Wall Street termina la seduta di giovedì in netto rialzo, sostenuta dal buon andamento dei titoli tecnologici e da quelli industriali, tra i più sensibili alle tariffe. Ieri la Cina ha espresso parole rassicuranti che lasciano ben sperare in una ripresa dei negoziati con gli Stati Uniti, placando i timori che l'escalation di una guerra commerciali porti a una recessione.

*Il Dow Jones ha guadagnato l'1,25%, l'S&P 500 l'1,27% e il Nasdaq Composite l'1,48%. *

Trai titoli in evidenza segnaliamo quelli del settore tecnologico come Apple (+1,69%)e Microsoft(+1,89%), particolarmente esposti alle tariffe: l'indice di semiconduttori di Philadelphia (SOX) ha registrato un incremento del 2,25%.

Dell Technologies (+6,5%) in forte rialzo nell'after market dopo la pubblicazione dei risultati relativi al secondo trimestre. Ieri sera il titolo ha terminato gli scambi in crescita del 3,25%.

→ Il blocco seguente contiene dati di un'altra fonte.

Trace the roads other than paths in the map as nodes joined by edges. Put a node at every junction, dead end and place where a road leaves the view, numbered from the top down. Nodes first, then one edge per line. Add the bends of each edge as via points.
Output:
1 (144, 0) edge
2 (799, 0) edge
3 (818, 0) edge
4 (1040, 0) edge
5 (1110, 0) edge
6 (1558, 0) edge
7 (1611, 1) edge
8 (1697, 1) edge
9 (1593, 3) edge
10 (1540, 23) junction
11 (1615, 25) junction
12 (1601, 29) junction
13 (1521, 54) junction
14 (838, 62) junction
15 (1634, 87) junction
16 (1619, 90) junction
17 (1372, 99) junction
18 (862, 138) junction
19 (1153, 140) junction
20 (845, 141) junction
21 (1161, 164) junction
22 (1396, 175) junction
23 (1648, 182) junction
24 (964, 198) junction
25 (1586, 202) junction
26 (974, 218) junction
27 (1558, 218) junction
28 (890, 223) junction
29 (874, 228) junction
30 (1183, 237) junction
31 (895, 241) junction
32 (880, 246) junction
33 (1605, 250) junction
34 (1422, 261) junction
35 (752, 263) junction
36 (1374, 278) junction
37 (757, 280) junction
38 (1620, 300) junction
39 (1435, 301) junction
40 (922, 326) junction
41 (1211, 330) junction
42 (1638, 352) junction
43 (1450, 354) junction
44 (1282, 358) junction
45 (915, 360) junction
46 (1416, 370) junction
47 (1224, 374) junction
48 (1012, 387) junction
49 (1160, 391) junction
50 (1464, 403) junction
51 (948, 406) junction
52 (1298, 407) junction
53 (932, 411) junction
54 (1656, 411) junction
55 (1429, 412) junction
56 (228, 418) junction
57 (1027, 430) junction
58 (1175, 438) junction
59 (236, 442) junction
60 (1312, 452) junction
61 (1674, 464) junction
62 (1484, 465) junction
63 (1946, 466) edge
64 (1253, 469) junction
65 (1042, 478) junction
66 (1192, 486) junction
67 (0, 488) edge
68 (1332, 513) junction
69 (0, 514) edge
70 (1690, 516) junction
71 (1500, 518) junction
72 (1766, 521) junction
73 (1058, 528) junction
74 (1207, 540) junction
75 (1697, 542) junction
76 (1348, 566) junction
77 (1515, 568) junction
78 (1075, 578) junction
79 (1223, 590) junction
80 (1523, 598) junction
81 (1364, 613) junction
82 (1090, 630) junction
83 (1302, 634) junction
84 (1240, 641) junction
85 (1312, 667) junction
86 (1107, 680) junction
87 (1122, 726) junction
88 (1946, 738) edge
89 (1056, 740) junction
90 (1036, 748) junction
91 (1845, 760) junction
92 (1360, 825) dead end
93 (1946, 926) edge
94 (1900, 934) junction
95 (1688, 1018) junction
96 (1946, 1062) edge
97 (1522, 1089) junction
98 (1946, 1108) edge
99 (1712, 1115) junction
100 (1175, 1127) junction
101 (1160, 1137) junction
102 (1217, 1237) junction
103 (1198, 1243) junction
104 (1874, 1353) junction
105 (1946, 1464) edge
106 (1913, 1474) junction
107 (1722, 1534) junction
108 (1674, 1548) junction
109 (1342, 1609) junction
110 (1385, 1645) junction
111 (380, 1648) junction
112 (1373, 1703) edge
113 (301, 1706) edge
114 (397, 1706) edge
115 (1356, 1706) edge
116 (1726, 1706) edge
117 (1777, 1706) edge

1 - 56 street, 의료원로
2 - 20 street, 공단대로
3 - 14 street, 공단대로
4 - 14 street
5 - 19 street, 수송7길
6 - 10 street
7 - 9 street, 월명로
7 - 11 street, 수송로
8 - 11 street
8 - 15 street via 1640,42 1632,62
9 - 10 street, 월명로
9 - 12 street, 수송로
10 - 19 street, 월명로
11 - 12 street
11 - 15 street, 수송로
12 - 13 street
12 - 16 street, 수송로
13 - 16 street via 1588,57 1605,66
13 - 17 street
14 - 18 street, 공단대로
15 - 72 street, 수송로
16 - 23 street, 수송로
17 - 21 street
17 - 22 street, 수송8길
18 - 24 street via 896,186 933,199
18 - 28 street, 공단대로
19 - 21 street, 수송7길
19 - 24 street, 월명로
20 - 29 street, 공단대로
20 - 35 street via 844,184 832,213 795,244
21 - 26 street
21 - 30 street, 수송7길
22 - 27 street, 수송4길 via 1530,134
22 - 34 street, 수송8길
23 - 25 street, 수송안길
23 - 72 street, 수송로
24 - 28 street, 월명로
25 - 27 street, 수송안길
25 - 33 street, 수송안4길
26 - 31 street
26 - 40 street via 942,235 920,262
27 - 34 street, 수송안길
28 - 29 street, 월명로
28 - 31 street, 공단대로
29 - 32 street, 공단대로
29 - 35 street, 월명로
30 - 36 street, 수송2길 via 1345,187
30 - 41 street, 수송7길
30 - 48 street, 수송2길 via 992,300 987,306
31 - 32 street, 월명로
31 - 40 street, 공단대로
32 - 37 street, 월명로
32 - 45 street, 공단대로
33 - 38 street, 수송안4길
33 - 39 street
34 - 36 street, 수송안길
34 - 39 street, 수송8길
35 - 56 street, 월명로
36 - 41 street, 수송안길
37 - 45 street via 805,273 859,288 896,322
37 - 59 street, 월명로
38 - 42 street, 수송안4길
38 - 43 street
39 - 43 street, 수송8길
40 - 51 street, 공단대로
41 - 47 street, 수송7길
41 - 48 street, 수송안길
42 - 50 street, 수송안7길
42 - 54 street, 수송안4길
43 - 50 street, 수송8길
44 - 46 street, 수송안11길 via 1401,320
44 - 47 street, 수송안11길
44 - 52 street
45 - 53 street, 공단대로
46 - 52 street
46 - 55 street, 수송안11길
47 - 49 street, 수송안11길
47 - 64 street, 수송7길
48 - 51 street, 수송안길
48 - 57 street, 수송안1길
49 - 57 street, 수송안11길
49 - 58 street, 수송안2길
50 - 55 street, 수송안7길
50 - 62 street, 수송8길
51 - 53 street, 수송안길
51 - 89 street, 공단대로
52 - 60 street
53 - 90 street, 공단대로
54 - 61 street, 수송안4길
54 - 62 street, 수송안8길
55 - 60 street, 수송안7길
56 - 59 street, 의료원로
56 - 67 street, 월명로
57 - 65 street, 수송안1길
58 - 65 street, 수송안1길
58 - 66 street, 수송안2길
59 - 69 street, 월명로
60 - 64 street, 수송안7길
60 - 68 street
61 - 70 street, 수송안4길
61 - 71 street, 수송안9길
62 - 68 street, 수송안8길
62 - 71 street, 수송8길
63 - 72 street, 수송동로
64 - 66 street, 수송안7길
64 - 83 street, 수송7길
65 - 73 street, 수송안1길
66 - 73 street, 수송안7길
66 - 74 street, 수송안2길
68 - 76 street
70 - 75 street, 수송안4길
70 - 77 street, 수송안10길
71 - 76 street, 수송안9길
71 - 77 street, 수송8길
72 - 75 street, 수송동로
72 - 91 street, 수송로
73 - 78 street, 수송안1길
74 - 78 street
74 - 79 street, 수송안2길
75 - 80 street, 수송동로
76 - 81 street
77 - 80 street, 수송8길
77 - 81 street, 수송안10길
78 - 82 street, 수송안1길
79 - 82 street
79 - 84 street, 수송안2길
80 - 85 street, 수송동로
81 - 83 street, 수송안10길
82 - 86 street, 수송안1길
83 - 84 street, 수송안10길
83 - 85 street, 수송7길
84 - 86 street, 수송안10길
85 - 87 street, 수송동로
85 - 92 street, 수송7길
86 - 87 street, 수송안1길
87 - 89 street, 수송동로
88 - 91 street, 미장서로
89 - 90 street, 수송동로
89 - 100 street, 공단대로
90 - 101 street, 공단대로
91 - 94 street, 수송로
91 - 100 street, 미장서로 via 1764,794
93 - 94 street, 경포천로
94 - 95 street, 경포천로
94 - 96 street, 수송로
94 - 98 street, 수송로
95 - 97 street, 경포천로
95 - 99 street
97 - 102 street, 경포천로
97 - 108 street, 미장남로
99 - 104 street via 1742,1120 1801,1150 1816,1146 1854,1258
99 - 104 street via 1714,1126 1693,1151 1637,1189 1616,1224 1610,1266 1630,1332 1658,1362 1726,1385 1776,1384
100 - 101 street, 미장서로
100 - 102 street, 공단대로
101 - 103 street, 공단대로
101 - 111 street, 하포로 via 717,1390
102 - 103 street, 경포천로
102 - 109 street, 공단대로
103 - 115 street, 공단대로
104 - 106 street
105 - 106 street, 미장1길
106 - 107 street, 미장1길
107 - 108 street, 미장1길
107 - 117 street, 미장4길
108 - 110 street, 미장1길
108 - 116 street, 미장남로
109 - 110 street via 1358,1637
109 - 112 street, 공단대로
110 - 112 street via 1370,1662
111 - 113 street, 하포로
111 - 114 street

La società con sede in Texas ha battuto dei ricavi, grazie ad un aumento delle vendite dei personal computer e dei servizi cloud., registrando ricavi totali per 23,37 miliardi di dollari nel secondo trimestre, rispetto alle stime degli analisti pari a 23,24 miliardi di dollari.

In rosso Best Buy, che nel secondo trimestre ha riportato vendite annuali inferiori alle stime degli analisti, a causa dei dazi che entreranno in vigore tra settembre e ottobre imposti alle importazioni cinesi, come come telefoni, console per videogiochi e altri dispositivi elettronici. Le azioni di Best Buy hanno ceduto circa l'8% del loro valore al Nyse.

Chiusura negativa per Dollar Tree (-1,94%). L'importante catena commerciale statunitense ha chiuso il trimestre al 3 agosto 2019 con vendite nette in crescita da 5,52 a 5,74 miliardi di dollari. In calo l'eps, a 0,76 dollari contro gli 1,15 dollari di un anno prima e gli 0,81 dollari delle attese. La società sta gestendo gli effetti dei nuovi dazi sulle importazioni dalla Cina e stima per il terzo trimestre ricavi tra 5,66 e 5,77 miliardi di dollari con eps (reported) di 1,07-1,16 dollari.